Law Updates

Subject

Summary: Hospitals and procurement agencies in India often ask for foreign approvals, like the USFDA or CE certification, while buying medical devices. But the Medical Devices Rules, 2017, clearly state that every medical device in India must have a valid license. This rule comes under the Drugs and Cosmetics Act, 1940, to ensure the safety, quality, and correct performance of devices used in healthcare. All medical devices are grouped into four risk classes: Class A (low risk), Class B (low to moderate risk), Class C (moderate to high risk), and Class D (high risk). Licensing depends on the risk class. State Licensing Authorities give manufacturing licenses for Class A and Class B devices and sales licenses for all classes. CDSCO gives import licenses for all classes and manufacturing licenses for Class C and Class D devices after a detailed technical check. No medical device can be sold in India without a CDSCO license or a license from a State Licensing Authority. Hence, procurement agencies must make these licenses a compulsory requirement. Any other certification should be treated only as an additional requirement. This helps protect public health and ensures legal compliance in the country.

Subject

Summary: The Central Drugs Standard Control Organisation (CDSCO) has released a detailed draft guidance on regulatory requirements for medical device software under the Medical Devices Rules (MDR), 2017. The document, dated October 21, 2025, clarifies the scope, classification, technical documentation, and quality management requirements for both domestic and overseas manufacturers. The guidance distinguishes between Software in a Medical Device (SiMD), which is integrated with hardware, and Software as a Medical Device (SaMD), which operates independently for medical purposes. Risk classification follows MDR-2017 provisions, with SiMD aligned to the hardware’s risk and SaMD classified based on its role in healthcare decisions, ranging from Class A to Class D. The draft outlines regulatory pathways, clinical investigation requirements, and licensing procedures.
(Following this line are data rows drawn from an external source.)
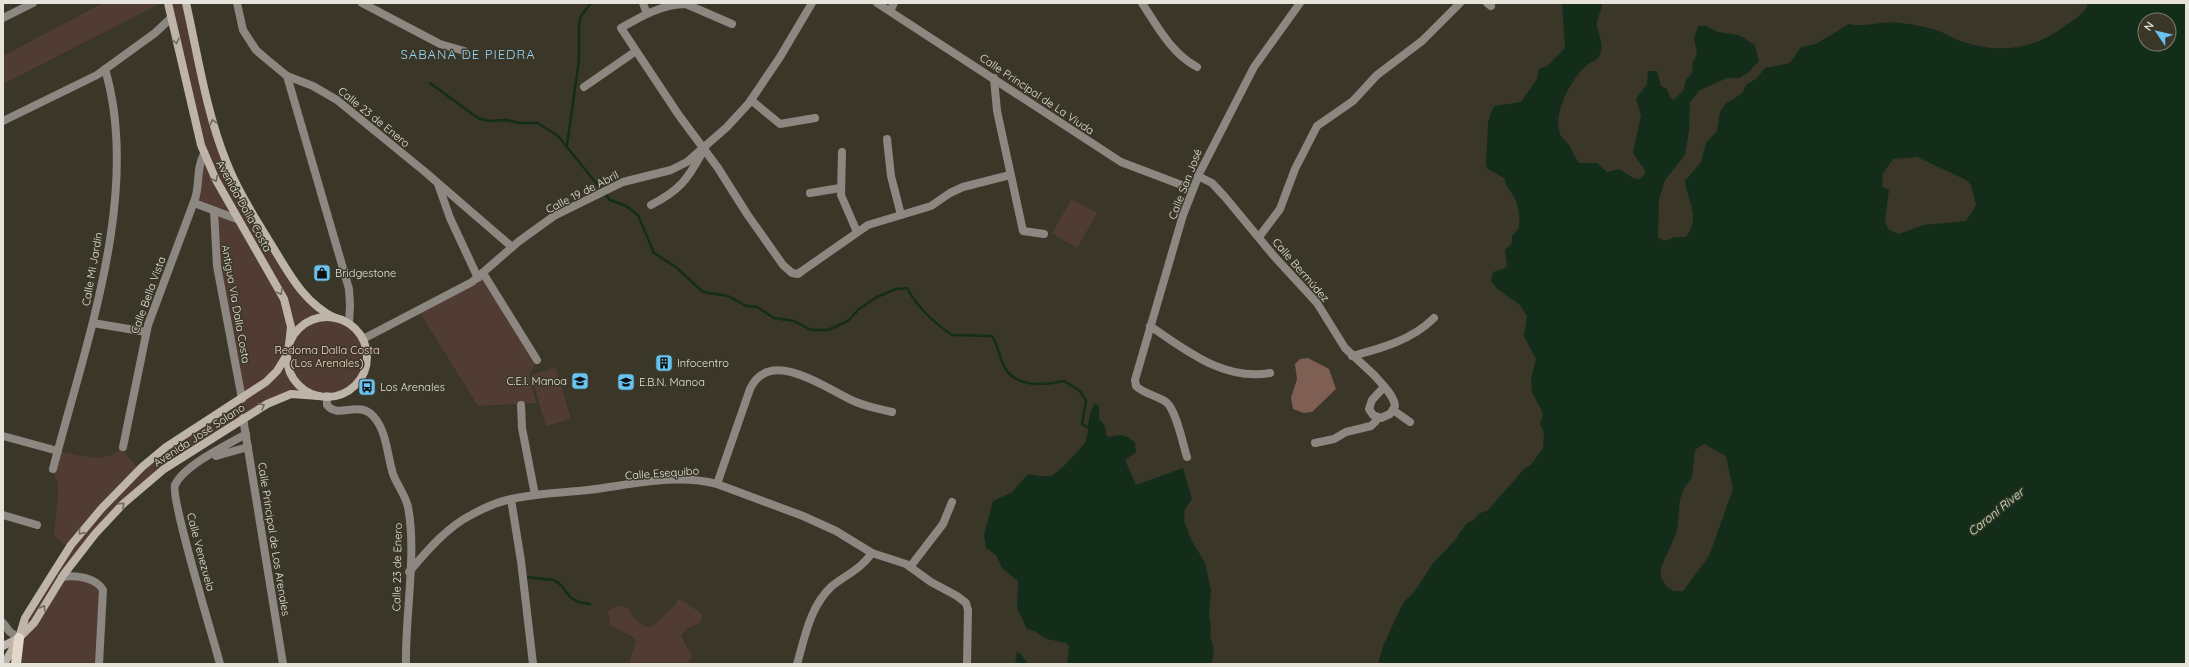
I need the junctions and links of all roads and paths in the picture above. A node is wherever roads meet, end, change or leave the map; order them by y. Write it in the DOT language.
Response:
graph roads {
  1 [pos="33,3"];
  2 [pos="168,3"];
  3 [pos="186,3"];
  4 [pos="237,3"];
  5 [pos="362,3"];
  6 [pos="643,3"];
  7 [pos="812,3"];
  8 [pos="877,3"];
  9 [pos="894,3"];
  10 [pos="1142,3"];
  11 [pos="1300,3"];
  12 [pos="1460,3"];
  13 [pos="890,11"];
  14 [pos="647,14"];
  15 [pos="3,18"];
  16 [pos="171,18"];
  17 [pos="732,24"];
  18 [pos="464,51"];
  19 [pos="636,51"];
  20 [pos="1197,67"];
  21 [pos="105,69"];
  22 [pos="287,76"];
  23 [pos="994,78"];
  24 [pos="584,87"];
  25 [pos="751,100"];
  26 [pos="815,118"];
  27 [pos="3,121"];
  28 [pos="887,139"];
  29 [pos="704,148"];
  30 [pos="842,152"];
  31 [pos="204,154"];
  32 [pos="1010,175"];
  33 [pos="1198,176"];
  34 [pos="438,183"];
  35 [pos="840,188"];
  36 [pos="1192,189"];
  37 [pos="810,193"];
  38 [pos="194,203"];
  39 [pos="652,205"];
  40 [pos="214,211"];
  41 [pos="900,215"];
  42 [pos="238,218"];
  43 [pos="857,232"];
  44 [pos="1044,234"];
  45 [pos="1259,237"];
  46 [pos="512,247"];
  47 [pos="480,275"];
  48 [pos="335,318"];
  49 [pos="1434,318"];
  50 [pos="93,323"];
  51 [pos="349,323"];
  52 [pos="1150,326"];
  53 [pos="146,332"];
  54 [pos="363,339"];
  55 [pos="288,349"];
  56 [pos="1352,356"];
  57 [pos="537,360"];
  58 [pos="1270,373"];
  59 [pos="1384,387"];
  60 [pos="323,396"];
  61 [pos="242,399"];
  62 [pos="521,405"];
  63 [pos="1394,406"];
  64 [pos="892,412"];
  65 [pos="1377,417"];
  66 [pos="243,418"];
  67 [pos="1410,422"];
  68 [pos="246,434"];
  69 [pos="3,436"];
  70 [pos="1315,443"];
  71 [pos="123,447"];
  72 [pos="248,447"];
  73 [pos="58,451"];
  74 [pos="1187,457"];
  75 [pos="205,458"];
  76 [pos="53,469"];
  77 [pos="717,484"];
  78 [pos="534,495"];
  79 [pos="511,499"];
  80 [pos="952,502"];
  81 [pos="3,515"];
  82 [pos="37,525"];
  83 [pos="872,553"];
  84 [pos="910,567"];
  85 [pos="409,572"];
  86 [pos="62,577"];
  87 [pos="3,623"];
  88 [pos="19,638"];
  89 [pos="3,646"];
  90 [pos="4,664"];
  91 [pos="16,664"];
  92 [pos="99,664"];
  93 [pos="220,664"];
  94 [pos="283,664"];
  95 [pos="406,664"];
  96 [pos="533,664"];
  97 [pos="797,664"];
  98 [pos="967,664"];
  1 -- 15 [label="street"];
  2 -- 16 [label="street, Avenida Dalla Costa"];
  48 -- 3 [label="street, Avenida Dalla Costa, one-way"];
  4 -- 22 [label="street, Calle 23 de Enero"];
  5 -- 18 [label="street"];
  6 -- 14 [label="street"];
  7 -- 25 [label="street, Calle 19 de Abril"];
  8 -- 13 [label="street, Calle Principal de La Viuda"];
  9 -- 13 [label="street"];
  10 -- 20 [label="street"];
  11 -- 33 [label="street, Calle San José"];
  12 -- 45 [label="street"];
  13 -- 23 [label="street, Calle Principal de La Viuda"];
  14 -- 17 [label="street"];
  14 -- 19 [label="street"];
  16 -- 21 [label="street"];
  16 -- 31 [label="street, Avenida Dalla Costa, one-way"];
  19 -- 24 [label="street"];
  19 -- 29 [label="street"];
  21 -- 27 [label="street"];
  21 -- 50 [label="street, Calle Mi Jardín"];
  22 -- 34 [label="street, Calle 23 de Enero"];
  22 -- 51 [label="street"];
  23 -- 32 [label="street"];
  23 -- 36 [label="street, Calle Principal de La Viuda"];
  25 -- 26 [label="street"];
  25 -- 29 [label="street, Calle 19 de Abril"];
  28 -- 41 [label="street"];
  29 -- 39 [label="street"];
  29 -- 43 [label="street"];
  29 -- 46 [label="street, Calle 19 de Abril"];
  30 -- 35 [label="street"];
  31 -- 38 [label="street, Calle Bella Vista"];
  31 -- 42 [label="street, Avenida Dalla Costa, one-way"];
  32 -- 41 [label="street"];
  32 -- 44 [label="street"];
  33 -- 36 [label="street, Calle San José"];
  33 -- 45 [label="street, Calle Bermúdez"];
  34 -- 46 [label="street, Calle 23 de Enero"];
  34 -- 47 [label="street"];
  35 -- 37 [label="street"];
  35 -- 43 [label="street"];
  36 -- 52 [label="street, Calle San José"];
  38 -- 40 [label="street"];
  38 -- 53 [label="street, Calle Bella Vista"];
  40 -- 42 [label="street"];
  40 -- 61 [label="street, Antigua Vía Dalla Costa"];
  41 -- 43 [label="street"];
  42 -- 55 [label="street, Avenida Dalla Costa, one-way"];
  45 -- 56 [label="street, Calle Bermúdez"];
  46 -- 47 [label="street, Calle 19 de Abril"];
  47 -- 54 [label="street, Calle 19 de Abril"];
  47 -- 57 [label="street"];
  48 -- 51 [label="street"];
  48 -- 55 [label="street"];
  49 -- 56 [label="street"];
  50 -- 53 [label="street"];
  50 -- 73 [label="street, Calle Mi Jardín"];
  51 -- 54 [label="street"];
  52 -- 58 [label="street"];
  52 -- 74 [label="street, Calle San José"];
  53 -- 71 [label="street, Calle Bella Vista"];
  54 -- 60 [label="street"];
  55 -- 60 [label="street"];
  55 -- 61 [label="street, Avenida José Solano"];
  56 -- 59 [label="street, Calle Bermúdez"];
  59 -- 63 [label="street, Calle Bermúdez"];
  59 -- 65 [label="street"];
  66 -- 60 [label="street, Avenida José Solano, one-way"];
  60 -- 85 [label="street, Calle 23 de Enero"];
  61 -- 88 [label="street, Avenida José Solano, one-way"];
  62 -- 78 [label="street"];
  63 -- 65 [label="street"];
  63 -- 67 [label="street"];
  64 -- 77 [label="street"];
  65 -- 70 [label="street"];
  66 -- 68 [label="street, Calle Principal de Los Arenales"];
  86 -- 66 [label="street, Avenida José Solano, one-way"];
  68 -- 72 [label="street, Calle Principal de Los Arenales"];
  68 -- 75 [label="street, Calle Venezuela"];
  69 -- 73 [label="street"];
  72 -- 75 [label="street, Calle Venezuela"];
  72 -- 94 [label="street, Calle Principal de Los Arenales"];
  73 -- 76 [label="street, Calle Mi Jardín"];
  75 -- 93 [label="street, Calle Venezuela"];
  77 -- 78 [label="street, Calle Esequibo"];
  77 -- 83 [label="street, Calle Esequibo"];
  78 -- 79 [label="street, Calle Esequibo"];
  79 -- 85 [label="street, Calle Esequibo"];
  79 -- 96 [label="street"];
  80 -- 84 [label="street"];
  81 -- 82 [label="street"];
  83 -- 84 [label="street, Calle Esequibo"];
  83 -- 97 [label="street"];
  84 -- 98 [label="street, Calle Esequibo"];
  85 -- 95 [label="street, Calle 23 de Enero"];
  88 -- 86 [label="street, Avenida José Solano, one-way"];
  86 -- 92 [label="street"];
  87 -- 88 [label="street"];
  88 -- 89 [label="street"];
  88 -- 90 [label="street, Avenida José Solano"];
  88 -- 91 [label="main road"];
}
Manufacturers must maintain a comprehensive Quality Management System (QMS) and submit detailed technical documentation, including risk management reports and system architecture. Post-market surveillance, adverse event reporting, and corrective actions are mandatory, ensuring patient safety and software reliability. Stakeholders can submit comments within 30 days.

Subject

Summary: The Central Drugs Standard Control Organisation (CDSCO) has launched a Digital Monitoring System through its Online National Drug Licensing System (ONDLS) portal to strengthen oversight of high-risk pharmaceutical solvents. This initiative, communicated via a letter dated October 22, 2025, responds to recent safety concerns, including the detection of Diethylene Glycol (DEG) in cough syrups, which posed major public health risks. Following a high-level meeting chaired by the Union Health Secretary on October 5, 2025, the CDSCO has authorized strict compliance for solvent manufacturers. All manufacturers must now obtain or register their licenses on the ONDLS portal, with existing licensees submitting their current data through the “Old Licence Management” section. Additionally, batch-wise details, including quantity produced, Certificate of Analysis (CoA), and buyer information, must be uploaded. State and UT Drug Controllers are directed to ensure no high-risk solvent batch reaches the market without adherence to these requirements. The updated ONDLS portal is fully operational to secure the pharmaceutical supply chain and protect product quality.

Subject

Summary: The Central Drugs Standard Control Organisation (CDSCO) and the Directorate General of Health Services (DGHS) have issued a circular emphasizing strict compliance with the Drugs Rules, 1945, for testing raw materials and finished formulations. Recent child deaths in Chhindwara, Madhya Pradesh, allegedly linked to contaminated cough syrups, highlighted concerns about medicine quality. Inspections revealed that some pharmaceutical manufacturers fail to test each batch of excipients, active, and inactive ingredients before production. The Drugs Rules, including rule 74(c) and rule 78(c)(ii), require licensees to test all raw materials and finished products in their own or approved laboratories.  Manufacturers must maintain proper records as per Schedule U. State and UT Drug Controllers are instructed to monitor compliance through inspections, issue circulars, and ensure manufacturers follow robust vendor qualification systems. Only reliable, approved suppliers should provide raw materials and excipients. This measure ensures the safety, quality, and efficacy of medicines, prevents the distribution of substandard drugs, and protects public health. Compliance and vigilant monitoring are critical to maintaining pharmaceutical standards nationwide.